Federal Support for Creative Writing Fellowships Announced
Washington, DC— The National Endowment for the Arts (NEA) will award individual creative writing fellowships of $25,000 each to 37 fiction and creative nonfiction writers from 17 states as part of its first FY 2016 grant awards. Through its creative writing fellowships program, the NEA gives writers the time and space to create, revise, conduct research, and connect with readers. This year’s writers were selected from among 1,763 eligible applications by 23 readers and panelists.
“Since its inception, the creative writing fellowship program has awarded more than $45 million to a diverse group of more than 3,000 writers, many of them emerging writers at the start of their careers,” said NEA Director of Literature Programs, Amy Stolls. “These 37 extraordinary new fellows provide more evidence of the NEA’s track record of discovering and supporting excellent writers.”

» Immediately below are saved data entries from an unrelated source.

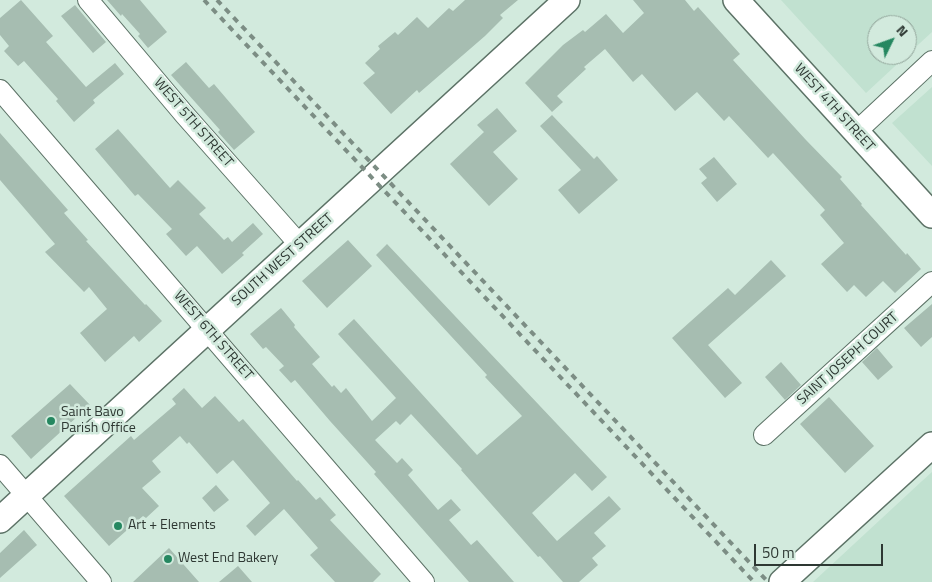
<!DOCTYPE html>
<html>
<head>
<meta charset="utf-8">
<style>
  body { margin:0 }
  #map { position:relative; width:932px; height:582px; overflow:hidden; background:#d2eadd; font-family:"Titillium Web",sans-serif }
  canvas { display:block }
  .north { position:absolute; left:867px; top:15px; width:50px; height:50px; box-sizing:border-box; background:#d2eadd; border:1px solid #90a399; border-radius:50%; rotate:48deg; font-size:14px; font-weight:700; line-height:20px; text-align:center; color:#2e3833 }
  .north::after { content:''; display:block; margin:auto; width:18px; height:22px; background:#258760; clip-path:polygon(50% 0,100% 100%,50% 72%,0 100%) }
  .scale { position:absolute; left:754px; top:544px; width:129px; height:22px; box-sizing:border-box; border:2px solid #2e3833; border-top:0; padding-left:6px; font-size:15px; line-height:18px; white-space:nowrap; color:#2e3833; -webkit-text-stroke:4px #d2eadd; paint-order:stroke }
</style>
</head>
<body>
<div id="map">
<canvas width="932" height="582"></canvas>
<div class="north">N</div>
<div class="scale">50 m</div>
</div>
<script>
const ctx = document.querySelector('canvas').getContext('2d');
ctx.lineJoin = 'round';
function paint(path, color) { ctx.fillStyle = color; ctx.fill(path, 'evenodd'); }
function stroke(path, color, width, dash) { ctx.strokeStyle = color; ctx.lineWidth = width; ctx.lineCap = dash ? 'butt' : 'round'; ctx.setLineDash(dash || []); ctx.stroke(path); }
function drawText(font, color, halo, rows, align = 'center') {
  ctx.font = font + ' "Titillium Web",sans-serif'; ctx.lineWidth = 5; ctx.setLineDash([]); ctx.textBaseline = 'middle'; ctx.strokeStyle = halo; ctx.fillStyle = color; for (const [text, x, y, turn = 0] of rows) {
    ctx.save(); ctx.translate(x, y); ctx.rotate((+turn || 0) * Math.PI / 180); ctx.textAlign = isNaN(turn) ? turn : align; if (halo) ctx.strokeText(text, 0, 0); ctx.fillText(text, 0, 0); ctx.restore();
  }
}
paint(new Path2D(`
  M781 0H932V32L907 55V25H877V55H907L866 93Z
  M932 87V166L892 123Z
  M932 472V582H813L922 481Z`), '#c1e1d0');
paint(new Path2D(`
  M21 0 53 36 46 42 86 87 115 63 124 74 93 100 95 103 74 122 56 101 58 99 24 61 18 66 4 51 9 46 0 35V18Z
  M107 0H140L167 32 148 48 138 36 140 34 122 14 121 16Z
  M465 0H518L500 15 503 18 485 36 419 93 417 90 391 114 363 83 375 73 365 63 380 49 378 46 395 32 398 35 417 17 428 28 449 8 453 11Z
  M633 0H685L694 11 698 7 740 54 733 60 806 140 842 177 840 179 862 204 861 205 906 255 907 253 921 269 895 293 883 281 866 297 854 285 847 292 821 264 844 243 820 215 825 210 773 153 768 158 729 116 724 121 697 92 675 111 642 74 633 82 605 49 584 67 586 69 557 96 563 102 552 112 525 83 563 45 583 30 585 32 606 14 623 33 644 13Z
  M75 5 106 42 93 53 61 16Z
  M186 62 209 88 214 84 255 132 234 150 218 132 220 130 171 75Z
  M497 108 517 131 493 152 518 179 489 206 450 164 484 132 477 125Z
  M552 115 594 159 597 156 618 180 579 214 558 190 581 170 540 126Z
  M118 129 170 188 178 180 206 208 199 214 224 240 228 237 232 242 253 223 263 234 242 253 244 255 222 274 197 246 186 256 166 234 172 229 138 194 135 196 95 149Z
  M0 133 68 210 64 213 88 240 86 241 145 305 146 304 162 321 139 342 134 336 105 362 80 333 107 309 89 287 84 292 45 252 55 244 0 180Z
  M714 157 737 184 717 202 701 183 707 178 699 169Z
  M348 240 372 266 327 308 302 281Z
  M387 244 607 477 592 491 575 473 532 513 557 541 609 496 621 509 594 533 606 546 592 558 598 565 579 582H563L540 556 538 557 461 470 462 469 411 414 400 425 396 421 375 440 397 463 402 458 413 470 408 475 438 510 451 499 461 510 449 520 471 545 477 540 514 582H469L374 474 376 472 330 421 295 380 291 383 279 370 284 366 266 347 263 349 250 334 281 308 295 325 294 327 320 357 312 364 332 387 334 385 341 393 346 388 372 421 396 398 338 334 354 319 477 455 522 416 485 377 487 375 376 255Z
  M771 260 786 276 708 345 742 383 725 398 672 338 728 288 735 295Z
  M932 304V337L921 347 904 328Z
  M877 348 893 367 878 380 862 362Z
  M781 362 801 385 785 400 765 377Z
  M70 384 90 405 31 459 11 436Z
  M184 388 202 408 215 396 239 422 243 419 297 481 298 480 316 500 320 497 336 515 330 520 381 574 373 582H335L310 555 318 548 284 509 255 536 246 526 270 503 233 460 217 474 189 442 187 444 180 436 152 461 161 472 142 488 159 506 146 518 143 516 109 546 64 496 131 436 134 440 176 404 172 399Z
  M829 397 874 446 845 473 800 424Z
  M216 485 229 500 214 512 202 498Z
  M24 530 37 545 0 578V553Z
  M169 548 199 582H133Z
  M238 566 252 582H219Z`), '#a6bdb1');
const minor = new Path2D(`
  M88 0 184 114 300 245
  M0 90 424 582
  M856 132 932 61
  M764 435 932 282
  M0 465 101 582`);
const tertiary = new Path2D(`
  M736 0 932 215
  M0 520 567 0
  M782 582 932 445`);
stroke(minor, '#5c7266', 22);
stroke(tertiary, '#5c7266', 28);
stroke(minor, '#fff', 20);
stroke(tertiary, '#fff', 25);
stroke(new Path2D(`
  M204 0 754 582
  M217 0 768 582`), '#7c8d84', 4, [6, 6]);
for (const [x, y, r, color] of [
  [51,421,5,"#258760"],
  [118,526,5,"#258760"],
  [168,559,5,"#258760"]
]) { const dot = new Path2D(); dot.arc(x, y, r, 0, 2 * Math.PI); ctx.fillStyle = color; ctx.fill(dot); stroke(dot, '#d2eadd', 2); }
drawText('14px', '#2e3833', '#d2eadd', [
  ["WEST 4TH STREET",834,108,48],
  ["WEST 5TH STREET",193,123,49],
  ["SOUTH WEST STREET",283,260,-42],
  ["WEST 6TH STREET",213,336,49],
  ["SAINT JOSEPH COURT",848,359,-42]
]);
drawText('14px', '#2e3833', '#d2eadd', [
  ["Saint Bavo",61,413],
  ["Parish Office",61,429],
  ["Art + Elements",128,526],
  ["West End Bakery",178,559]
], 'left');
</script>
</body>
</html>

Some of this year’s fellows will be familiar to those who enjoy contemporary fiction. Those writers include Anthony Marra, author of A Constellation of Vital Phenomena; Téa Obrecht, author of The Tiger’s Wife; and Paul Harding, author of Tinkers which won the Pulitzer Prize in 2010. Other fellows in this group do not share the same level of public recognition—yet.
The fellows represent an impressive range of perspectives, interests, and writing styles. Some examples:
- Before Mario Alberto Zambrano of Texas became a writer interested in exploring his Mexican-American roots, he was a professional dancer with Chicago’s Hubbard Street Dance Company.
- Born in Iran on the eve of the Islamic Revolution, Laleh Khadivi of California explores the experiences of immigrants, refugees, and ex-pats in her writing and through film.
- In her memoir The Sound of a Wild Snail Eating, Elisabeth Tova Bailey writes about her year-long, debilitating illness and observations of a snail by her bed in Maine.